From: Kalesh AP <kalesh-anakkur.purayil@broadcom.com>

Move NQ related data structures from rdev to a new structure
named "struct bnxt_re_nq_record" by keeping a pointer to in
the rdev structure. Allocate the memory for it dynamically.
This change is needed for subsequent patches in the series.

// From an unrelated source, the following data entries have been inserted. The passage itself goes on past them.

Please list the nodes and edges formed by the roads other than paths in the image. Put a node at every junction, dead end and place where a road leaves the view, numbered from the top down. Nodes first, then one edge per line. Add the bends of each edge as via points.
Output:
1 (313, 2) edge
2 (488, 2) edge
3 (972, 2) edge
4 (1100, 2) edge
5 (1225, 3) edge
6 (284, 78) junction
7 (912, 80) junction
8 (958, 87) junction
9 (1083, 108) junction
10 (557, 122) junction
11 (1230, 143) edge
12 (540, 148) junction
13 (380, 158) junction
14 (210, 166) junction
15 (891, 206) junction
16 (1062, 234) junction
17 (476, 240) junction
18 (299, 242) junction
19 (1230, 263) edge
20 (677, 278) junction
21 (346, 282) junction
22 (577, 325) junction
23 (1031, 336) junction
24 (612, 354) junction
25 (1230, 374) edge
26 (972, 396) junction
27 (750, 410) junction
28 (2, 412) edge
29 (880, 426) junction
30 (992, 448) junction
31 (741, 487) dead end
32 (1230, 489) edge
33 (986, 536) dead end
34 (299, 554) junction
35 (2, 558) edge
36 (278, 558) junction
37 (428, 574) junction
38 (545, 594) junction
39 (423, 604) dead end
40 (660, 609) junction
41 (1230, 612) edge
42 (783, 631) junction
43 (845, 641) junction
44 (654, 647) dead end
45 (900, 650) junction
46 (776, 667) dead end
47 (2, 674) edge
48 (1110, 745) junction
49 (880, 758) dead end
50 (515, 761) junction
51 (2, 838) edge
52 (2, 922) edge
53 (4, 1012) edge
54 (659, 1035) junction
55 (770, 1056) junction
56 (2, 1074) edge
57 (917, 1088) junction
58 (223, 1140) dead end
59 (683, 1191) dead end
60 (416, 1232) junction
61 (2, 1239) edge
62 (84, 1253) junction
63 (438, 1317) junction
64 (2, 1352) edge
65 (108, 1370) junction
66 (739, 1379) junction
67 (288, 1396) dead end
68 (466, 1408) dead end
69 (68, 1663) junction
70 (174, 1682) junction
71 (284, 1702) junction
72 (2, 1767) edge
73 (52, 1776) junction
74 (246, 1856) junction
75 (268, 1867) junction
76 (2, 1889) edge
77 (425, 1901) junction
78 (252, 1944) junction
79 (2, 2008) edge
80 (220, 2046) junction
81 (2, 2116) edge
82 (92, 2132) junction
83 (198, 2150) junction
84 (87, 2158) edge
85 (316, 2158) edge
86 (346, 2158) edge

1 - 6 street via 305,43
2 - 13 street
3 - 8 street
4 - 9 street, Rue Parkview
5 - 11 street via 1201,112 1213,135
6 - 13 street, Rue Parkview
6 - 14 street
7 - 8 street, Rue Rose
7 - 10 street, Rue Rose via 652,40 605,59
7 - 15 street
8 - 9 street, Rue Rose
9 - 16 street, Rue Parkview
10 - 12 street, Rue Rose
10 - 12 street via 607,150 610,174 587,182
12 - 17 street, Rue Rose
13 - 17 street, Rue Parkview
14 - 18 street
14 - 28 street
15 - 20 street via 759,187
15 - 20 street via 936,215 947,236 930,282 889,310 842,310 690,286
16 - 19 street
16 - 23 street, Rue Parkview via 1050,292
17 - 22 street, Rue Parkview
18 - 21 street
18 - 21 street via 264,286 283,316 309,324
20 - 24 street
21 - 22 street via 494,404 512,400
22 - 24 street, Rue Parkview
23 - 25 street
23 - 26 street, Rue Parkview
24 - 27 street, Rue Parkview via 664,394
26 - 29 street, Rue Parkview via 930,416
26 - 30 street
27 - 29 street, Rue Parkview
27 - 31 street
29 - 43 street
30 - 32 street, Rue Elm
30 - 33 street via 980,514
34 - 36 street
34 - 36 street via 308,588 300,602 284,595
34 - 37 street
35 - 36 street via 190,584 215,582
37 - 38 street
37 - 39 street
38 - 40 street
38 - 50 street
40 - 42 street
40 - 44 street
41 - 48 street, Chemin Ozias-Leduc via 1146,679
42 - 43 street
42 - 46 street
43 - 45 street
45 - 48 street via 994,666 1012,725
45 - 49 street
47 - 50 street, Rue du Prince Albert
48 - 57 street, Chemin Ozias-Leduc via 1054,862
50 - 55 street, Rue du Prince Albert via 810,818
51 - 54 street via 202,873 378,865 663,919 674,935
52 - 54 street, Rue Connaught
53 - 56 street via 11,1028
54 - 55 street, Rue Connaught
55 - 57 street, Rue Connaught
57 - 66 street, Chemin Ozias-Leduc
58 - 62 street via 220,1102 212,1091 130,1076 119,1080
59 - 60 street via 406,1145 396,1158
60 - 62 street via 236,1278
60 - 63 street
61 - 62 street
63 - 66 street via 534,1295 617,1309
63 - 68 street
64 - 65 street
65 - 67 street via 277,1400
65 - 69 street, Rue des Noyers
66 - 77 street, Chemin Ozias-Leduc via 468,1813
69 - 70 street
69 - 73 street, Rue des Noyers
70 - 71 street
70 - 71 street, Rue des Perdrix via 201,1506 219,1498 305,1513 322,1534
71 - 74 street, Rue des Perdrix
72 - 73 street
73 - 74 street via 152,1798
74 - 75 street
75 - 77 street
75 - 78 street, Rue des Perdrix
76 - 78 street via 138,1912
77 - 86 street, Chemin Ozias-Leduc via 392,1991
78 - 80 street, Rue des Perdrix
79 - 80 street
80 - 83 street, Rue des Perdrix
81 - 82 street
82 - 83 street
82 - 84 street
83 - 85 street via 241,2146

Also, removed the nq_task variable from rdev structure as it
is redundant and no longer used.

This change would help to reduce the size of the driver private
structure as well.

Reviewed-by: Chandramohan Akula <chandramohan.akula@broadcom.com>
Signed-off-by: Kalesh AP <kalesh-anakkur.purayil@broadcom.com>
Signed-off-by: Selvin Xavier <selvin.xavier@broadcom.com>
---
 drivers/infiniband/hw/bnxt_re/bnxt_re.h  | 13 +++---
 drivers/infiniband/hw/bnxt_re/ib_verbs.c |  6 +--
 drivers/infiniband/hw/bnxt_re/main.c     | 74 +++++++++++++++++++++-----------
 3 files changed, 60 insertions(+), 33 deletions(-)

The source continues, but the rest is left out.